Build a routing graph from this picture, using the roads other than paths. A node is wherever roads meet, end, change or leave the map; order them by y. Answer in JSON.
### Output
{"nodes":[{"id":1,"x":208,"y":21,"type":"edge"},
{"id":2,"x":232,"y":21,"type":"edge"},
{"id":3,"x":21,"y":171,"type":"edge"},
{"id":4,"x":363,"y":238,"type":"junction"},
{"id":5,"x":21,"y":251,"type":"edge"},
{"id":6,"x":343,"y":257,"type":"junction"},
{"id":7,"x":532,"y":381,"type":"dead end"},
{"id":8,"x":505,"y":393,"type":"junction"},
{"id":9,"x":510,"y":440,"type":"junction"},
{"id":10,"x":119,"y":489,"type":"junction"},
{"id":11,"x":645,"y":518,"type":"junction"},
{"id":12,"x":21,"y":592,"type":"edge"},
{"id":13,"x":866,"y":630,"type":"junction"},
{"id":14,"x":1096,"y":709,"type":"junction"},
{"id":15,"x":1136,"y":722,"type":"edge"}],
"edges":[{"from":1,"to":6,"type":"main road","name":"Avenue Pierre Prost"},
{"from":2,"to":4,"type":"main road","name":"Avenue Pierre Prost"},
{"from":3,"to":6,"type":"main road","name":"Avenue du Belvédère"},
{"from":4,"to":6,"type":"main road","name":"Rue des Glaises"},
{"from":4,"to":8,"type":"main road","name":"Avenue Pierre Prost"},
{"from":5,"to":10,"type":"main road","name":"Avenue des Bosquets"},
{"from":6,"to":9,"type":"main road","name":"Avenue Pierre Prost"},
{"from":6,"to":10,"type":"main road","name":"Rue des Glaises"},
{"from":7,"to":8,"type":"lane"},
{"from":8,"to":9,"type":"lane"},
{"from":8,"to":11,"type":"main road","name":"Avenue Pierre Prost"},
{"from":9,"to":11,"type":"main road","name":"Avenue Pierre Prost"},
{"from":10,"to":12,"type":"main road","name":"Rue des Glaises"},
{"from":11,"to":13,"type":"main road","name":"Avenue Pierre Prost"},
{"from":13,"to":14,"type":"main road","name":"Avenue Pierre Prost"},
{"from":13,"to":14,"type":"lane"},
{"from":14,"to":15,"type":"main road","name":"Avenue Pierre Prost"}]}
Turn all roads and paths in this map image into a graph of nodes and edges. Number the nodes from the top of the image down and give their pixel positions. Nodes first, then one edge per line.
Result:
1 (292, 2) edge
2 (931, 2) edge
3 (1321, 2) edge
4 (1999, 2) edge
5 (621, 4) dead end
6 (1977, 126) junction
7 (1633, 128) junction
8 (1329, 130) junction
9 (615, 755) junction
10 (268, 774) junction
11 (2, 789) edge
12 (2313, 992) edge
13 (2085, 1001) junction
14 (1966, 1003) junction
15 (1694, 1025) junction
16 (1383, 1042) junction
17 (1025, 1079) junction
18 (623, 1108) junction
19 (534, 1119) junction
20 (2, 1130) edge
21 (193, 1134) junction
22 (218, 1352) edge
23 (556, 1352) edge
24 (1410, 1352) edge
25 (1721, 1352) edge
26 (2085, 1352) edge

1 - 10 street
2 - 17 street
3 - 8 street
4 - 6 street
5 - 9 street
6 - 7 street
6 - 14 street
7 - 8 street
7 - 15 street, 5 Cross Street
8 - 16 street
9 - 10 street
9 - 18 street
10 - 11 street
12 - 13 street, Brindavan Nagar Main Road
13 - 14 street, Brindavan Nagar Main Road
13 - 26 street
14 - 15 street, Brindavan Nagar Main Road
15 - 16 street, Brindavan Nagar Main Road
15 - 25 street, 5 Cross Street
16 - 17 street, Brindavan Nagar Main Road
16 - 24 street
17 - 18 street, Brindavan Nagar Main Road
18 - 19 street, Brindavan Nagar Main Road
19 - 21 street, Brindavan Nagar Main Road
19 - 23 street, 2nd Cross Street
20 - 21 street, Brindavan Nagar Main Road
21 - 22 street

________________________________________

● About this exercise: Only one stretch of the data is wanted: the lines from the one with "Turn all roads" through the last, repeated exactly.

● Expected answer:
Turn all roads and paths in this map image into a graph of nodes and edges. Number the nodes from the top of the image down and give their pixel positions. Nodes first, then one edge per line.
Result:
1 (292, 2) edge
2 (931, 2) edge
3 (1321, 2) edge
4 (1999, 2) edge
5 (621, 4) dead end
6 (1977, 126) junction
7 (1633, 128) junction
8 (1329, 130) junction
9 (615, 755) junction
10 (268, 774) junction
11 (2, 789) edge
12 (2313, 992) edge
13 (2085, 1001) junction
14 (1966, 1003) junction
15 (1694, 1025) junction
16 (1383, 1042) junction
17 (1025, 1079) junction
18 (623, 1108) junction
19 (534, 1119) junction
20 (2, 1130) edge
21 (193, 1134) junction
22 (218, 1352) edge
23 (556, 1352) edge
24 (1410, 1352) edge
25 (1721, 1352) edge
26 (2085, 1352) edge

1 - 10 street
2 - 17 street
3 - 8 street
4 - 6 street
5 - 9 street
6 - 7 street
6 - 14 street
7 - 8 street
7 - 15 street, 5 Cross Street
8 - 16 street
9 - 10 street
9 - 18 street
10 - 11 street
12 - 13 street, Brindavan Nagar Main Road
13 - 14 street, Brindavan Nagar Main Road
13 - 26 street
14 - 15 street, Brindavan Nagar Main Road
15 - 16 street, Brindavan Nagar Main Road
15 - 25 street, 5 Cross Street
16 - 17 street, Brindavan Nagar Main Road
16 - 24 street
17 - 18 street, Brindavan Nagar Main Road
18 - 19 street, Brindavan Nagar Main Road
19 - 21 street, Brindavan Nagar Main Road
19 - 23 street, 2nd Cross Street
20 - 21 street, Brindavan Nagar Main Road
21 - 22 street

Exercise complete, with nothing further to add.